| Source records |

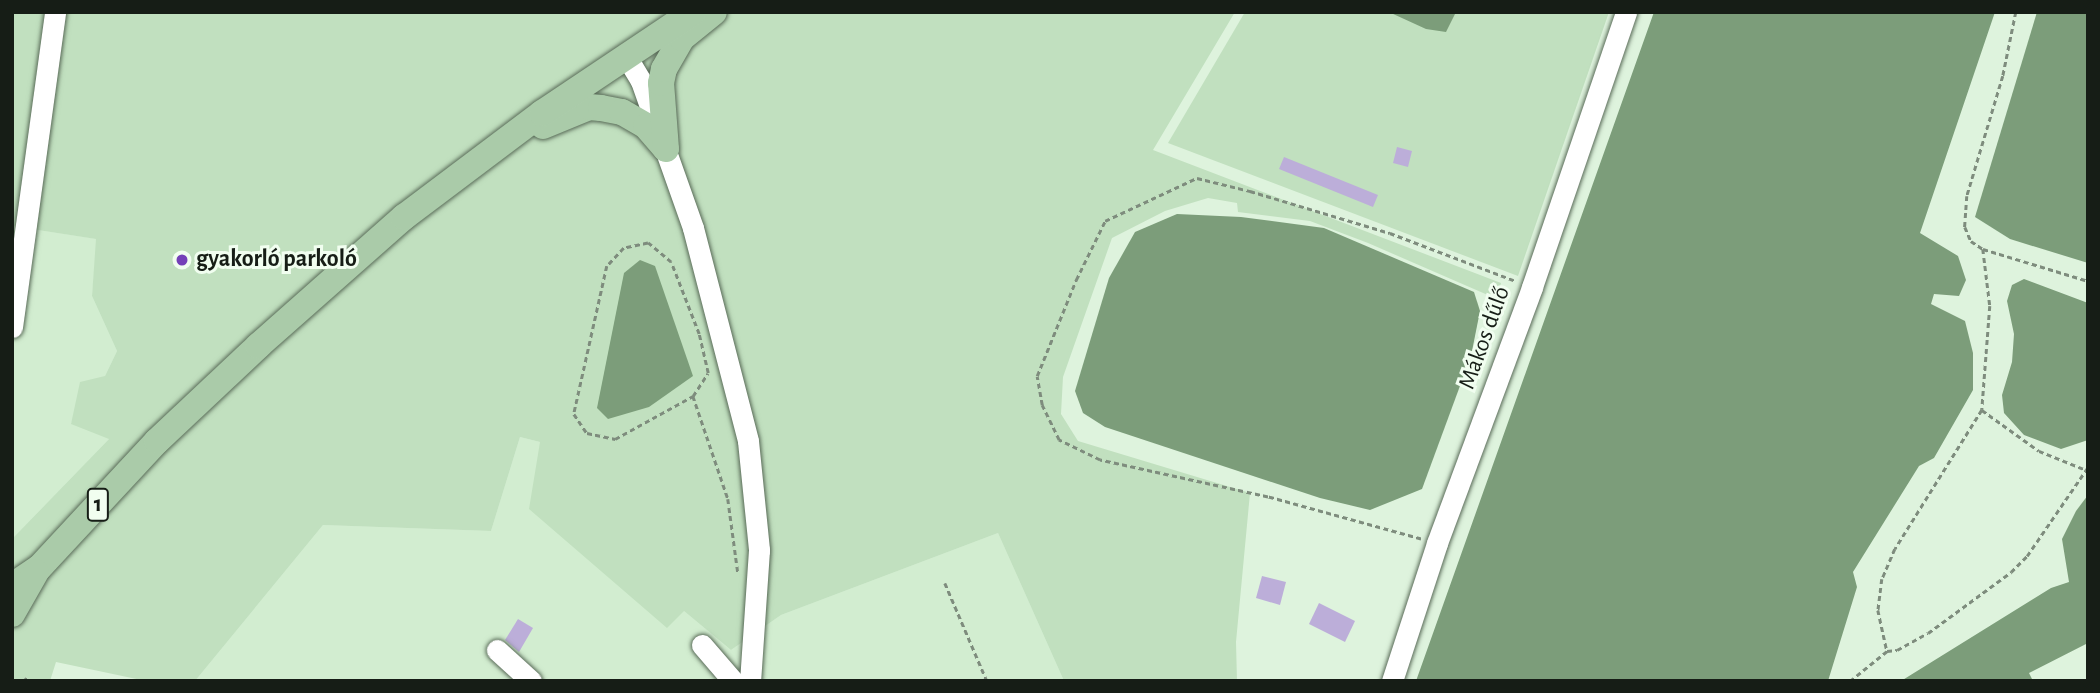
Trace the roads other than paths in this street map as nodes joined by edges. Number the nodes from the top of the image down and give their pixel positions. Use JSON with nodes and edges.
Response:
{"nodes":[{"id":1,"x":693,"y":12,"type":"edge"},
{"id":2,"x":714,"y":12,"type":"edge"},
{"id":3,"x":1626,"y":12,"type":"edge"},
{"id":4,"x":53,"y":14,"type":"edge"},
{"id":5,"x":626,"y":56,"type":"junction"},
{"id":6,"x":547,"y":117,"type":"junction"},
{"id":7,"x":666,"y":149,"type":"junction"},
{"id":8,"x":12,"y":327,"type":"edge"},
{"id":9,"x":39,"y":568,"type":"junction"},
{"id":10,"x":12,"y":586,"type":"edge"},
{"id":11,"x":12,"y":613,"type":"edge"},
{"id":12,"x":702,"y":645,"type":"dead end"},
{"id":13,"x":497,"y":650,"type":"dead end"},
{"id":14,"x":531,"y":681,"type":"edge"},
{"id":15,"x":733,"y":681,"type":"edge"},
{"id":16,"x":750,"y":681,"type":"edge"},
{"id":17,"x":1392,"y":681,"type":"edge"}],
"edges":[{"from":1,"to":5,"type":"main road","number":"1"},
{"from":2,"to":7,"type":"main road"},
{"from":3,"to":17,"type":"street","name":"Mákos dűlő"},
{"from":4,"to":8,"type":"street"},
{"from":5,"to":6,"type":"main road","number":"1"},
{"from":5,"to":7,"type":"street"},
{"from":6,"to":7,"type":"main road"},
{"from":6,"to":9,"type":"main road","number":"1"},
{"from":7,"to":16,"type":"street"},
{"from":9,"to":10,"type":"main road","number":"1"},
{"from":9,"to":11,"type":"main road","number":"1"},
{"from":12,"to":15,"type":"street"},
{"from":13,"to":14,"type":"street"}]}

| Task statement |
Only the lines with the string "edges" are wanted; pick them out of the records above and copy them.

| Task result |
Trace the roads other than paths in this street map as nodes joined by edges. Number the nodes from the top of the image down and give their pixel positions. Use JSON with nodes and edges.
"edges":[{"from":1,"to":5,"type":"main road","number":"1"},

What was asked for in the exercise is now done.